At the extreme end, information is harmful and can be weaponised, especially in times of high emotional intensity. But it is still healthy to question and communicate, or look to solve contributing factors at the root of the issue over suppression and censorship. Science itself is also not free from social or political ties and the re-classification of cannabis is a fair representation of that, with it still being classed as a Schedule 1 drug in the US, unethically limiting research into its therapeutic potential in spite of a multitude of evidence to suggest that this should not be the case.
In the mean time, it is nice to remember that we all worship something. It is easy to brush off ideas that don’t fit the narrative off the bat – as we have historically done with the theory of evolution, the shape and position of the earth, or the discovery that invisible microbes cause disease. We can be open to testing and reviewing our stance by working from first principles and continually refining the hypotheses amongst the continuous input of new, evidence-based data, ad infinitum.
Having compassion for other perspectives, entertaining them, and being curious about their sources and extrapolations is helpful, because as natural as it is, ‘when we judge another, we do not define them, we define ourselves’. Even the most bat shit topics are worth a gander when they help us understand why both others and ourselves might see the way we do, at any given point in time.

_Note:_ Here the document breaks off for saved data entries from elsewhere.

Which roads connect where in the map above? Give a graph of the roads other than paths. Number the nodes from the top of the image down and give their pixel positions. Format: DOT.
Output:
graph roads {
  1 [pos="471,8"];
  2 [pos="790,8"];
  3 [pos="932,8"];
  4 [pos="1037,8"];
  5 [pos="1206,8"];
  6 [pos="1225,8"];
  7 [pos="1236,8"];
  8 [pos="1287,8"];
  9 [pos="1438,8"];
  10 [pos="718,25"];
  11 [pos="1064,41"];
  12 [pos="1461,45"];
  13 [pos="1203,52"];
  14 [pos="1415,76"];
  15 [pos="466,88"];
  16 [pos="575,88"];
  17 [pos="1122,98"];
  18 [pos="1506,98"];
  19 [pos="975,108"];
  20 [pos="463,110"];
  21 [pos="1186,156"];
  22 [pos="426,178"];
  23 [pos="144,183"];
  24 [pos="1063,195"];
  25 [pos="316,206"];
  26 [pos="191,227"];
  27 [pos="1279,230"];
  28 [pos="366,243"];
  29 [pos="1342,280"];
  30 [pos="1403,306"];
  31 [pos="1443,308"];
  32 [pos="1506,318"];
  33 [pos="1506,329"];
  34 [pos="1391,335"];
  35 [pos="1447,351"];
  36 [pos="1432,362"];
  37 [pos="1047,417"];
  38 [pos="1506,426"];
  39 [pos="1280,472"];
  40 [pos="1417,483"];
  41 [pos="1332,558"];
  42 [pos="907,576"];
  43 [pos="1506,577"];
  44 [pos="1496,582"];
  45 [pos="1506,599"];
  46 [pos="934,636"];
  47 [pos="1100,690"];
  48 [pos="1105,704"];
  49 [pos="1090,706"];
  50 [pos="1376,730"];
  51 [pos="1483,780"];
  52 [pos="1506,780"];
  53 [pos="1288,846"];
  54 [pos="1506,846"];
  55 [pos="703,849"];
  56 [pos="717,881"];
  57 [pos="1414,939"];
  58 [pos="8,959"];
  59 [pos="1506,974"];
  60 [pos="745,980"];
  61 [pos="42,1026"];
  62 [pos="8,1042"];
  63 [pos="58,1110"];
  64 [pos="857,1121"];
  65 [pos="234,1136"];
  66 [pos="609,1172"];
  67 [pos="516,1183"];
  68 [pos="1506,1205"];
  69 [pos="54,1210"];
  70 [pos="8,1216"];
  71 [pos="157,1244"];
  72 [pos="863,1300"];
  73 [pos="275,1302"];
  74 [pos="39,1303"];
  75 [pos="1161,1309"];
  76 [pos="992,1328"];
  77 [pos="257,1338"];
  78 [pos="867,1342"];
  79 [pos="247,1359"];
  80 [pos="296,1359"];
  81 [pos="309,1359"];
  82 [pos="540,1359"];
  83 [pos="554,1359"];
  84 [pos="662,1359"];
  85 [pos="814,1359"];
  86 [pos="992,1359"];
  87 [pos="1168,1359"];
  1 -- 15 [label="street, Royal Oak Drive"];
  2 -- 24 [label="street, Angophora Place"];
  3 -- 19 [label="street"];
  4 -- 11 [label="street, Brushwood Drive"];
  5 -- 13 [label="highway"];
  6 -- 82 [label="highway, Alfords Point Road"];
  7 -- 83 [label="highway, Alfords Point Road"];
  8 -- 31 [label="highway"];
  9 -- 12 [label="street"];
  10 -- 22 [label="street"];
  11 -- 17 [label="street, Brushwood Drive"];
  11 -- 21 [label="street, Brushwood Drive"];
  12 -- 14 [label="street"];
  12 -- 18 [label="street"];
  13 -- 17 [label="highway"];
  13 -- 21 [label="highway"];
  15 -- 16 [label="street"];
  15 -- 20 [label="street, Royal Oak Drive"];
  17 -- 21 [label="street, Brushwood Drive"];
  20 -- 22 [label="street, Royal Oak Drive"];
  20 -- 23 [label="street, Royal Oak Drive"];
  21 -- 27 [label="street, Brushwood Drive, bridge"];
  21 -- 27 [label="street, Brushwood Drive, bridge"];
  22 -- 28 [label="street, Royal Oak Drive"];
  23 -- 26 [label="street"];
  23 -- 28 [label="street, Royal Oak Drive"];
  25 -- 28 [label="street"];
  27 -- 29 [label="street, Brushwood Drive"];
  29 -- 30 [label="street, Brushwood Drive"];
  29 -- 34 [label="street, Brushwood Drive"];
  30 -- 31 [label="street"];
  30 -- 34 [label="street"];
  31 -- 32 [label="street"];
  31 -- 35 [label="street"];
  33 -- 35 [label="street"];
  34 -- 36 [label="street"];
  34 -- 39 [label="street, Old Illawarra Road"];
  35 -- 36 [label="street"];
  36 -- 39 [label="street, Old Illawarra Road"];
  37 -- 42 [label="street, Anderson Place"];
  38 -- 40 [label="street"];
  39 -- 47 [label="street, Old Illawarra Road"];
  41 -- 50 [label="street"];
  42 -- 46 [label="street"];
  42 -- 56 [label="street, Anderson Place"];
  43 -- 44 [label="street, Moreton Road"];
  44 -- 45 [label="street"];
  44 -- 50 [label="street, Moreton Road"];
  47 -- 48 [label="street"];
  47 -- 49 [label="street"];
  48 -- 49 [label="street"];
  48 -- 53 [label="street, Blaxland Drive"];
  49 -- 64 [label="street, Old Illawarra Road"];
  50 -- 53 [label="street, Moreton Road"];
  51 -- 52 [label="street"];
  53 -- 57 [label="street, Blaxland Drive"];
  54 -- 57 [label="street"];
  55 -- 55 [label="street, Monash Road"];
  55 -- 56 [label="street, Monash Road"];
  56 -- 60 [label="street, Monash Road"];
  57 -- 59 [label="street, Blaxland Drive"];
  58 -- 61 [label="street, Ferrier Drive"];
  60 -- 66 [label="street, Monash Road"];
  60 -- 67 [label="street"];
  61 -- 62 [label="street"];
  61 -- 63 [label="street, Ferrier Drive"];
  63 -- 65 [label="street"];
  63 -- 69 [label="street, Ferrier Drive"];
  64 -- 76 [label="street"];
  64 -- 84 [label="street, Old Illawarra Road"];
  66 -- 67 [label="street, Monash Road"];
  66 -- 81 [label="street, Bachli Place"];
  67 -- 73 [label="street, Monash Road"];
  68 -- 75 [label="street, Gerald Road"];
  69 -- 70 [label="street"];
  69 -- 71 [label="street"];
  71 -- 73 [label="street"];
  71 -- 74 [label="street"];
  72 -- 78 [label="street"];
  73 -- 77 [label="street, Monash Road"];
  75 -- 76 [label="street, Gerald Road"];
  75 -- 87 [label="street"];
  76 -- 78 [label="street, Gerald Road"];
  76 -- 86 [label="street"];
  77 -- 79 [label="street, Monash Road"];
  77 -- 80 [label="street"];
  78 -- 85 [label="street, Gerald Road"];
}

The media have a responsibility to the public, and that is supposed to be to communicate the facts. Part of the reason confusion prevails and dominates across the board is because of a lack of transparency, neutrality, long-termism and accessibility on the issues that matter. People have lost trust in the notion that authority is reliable, or is to some extent there for their protection, as well as increasingly losing interest in the detail, as a result of feeling that their voices will not be heard or consulted anyway.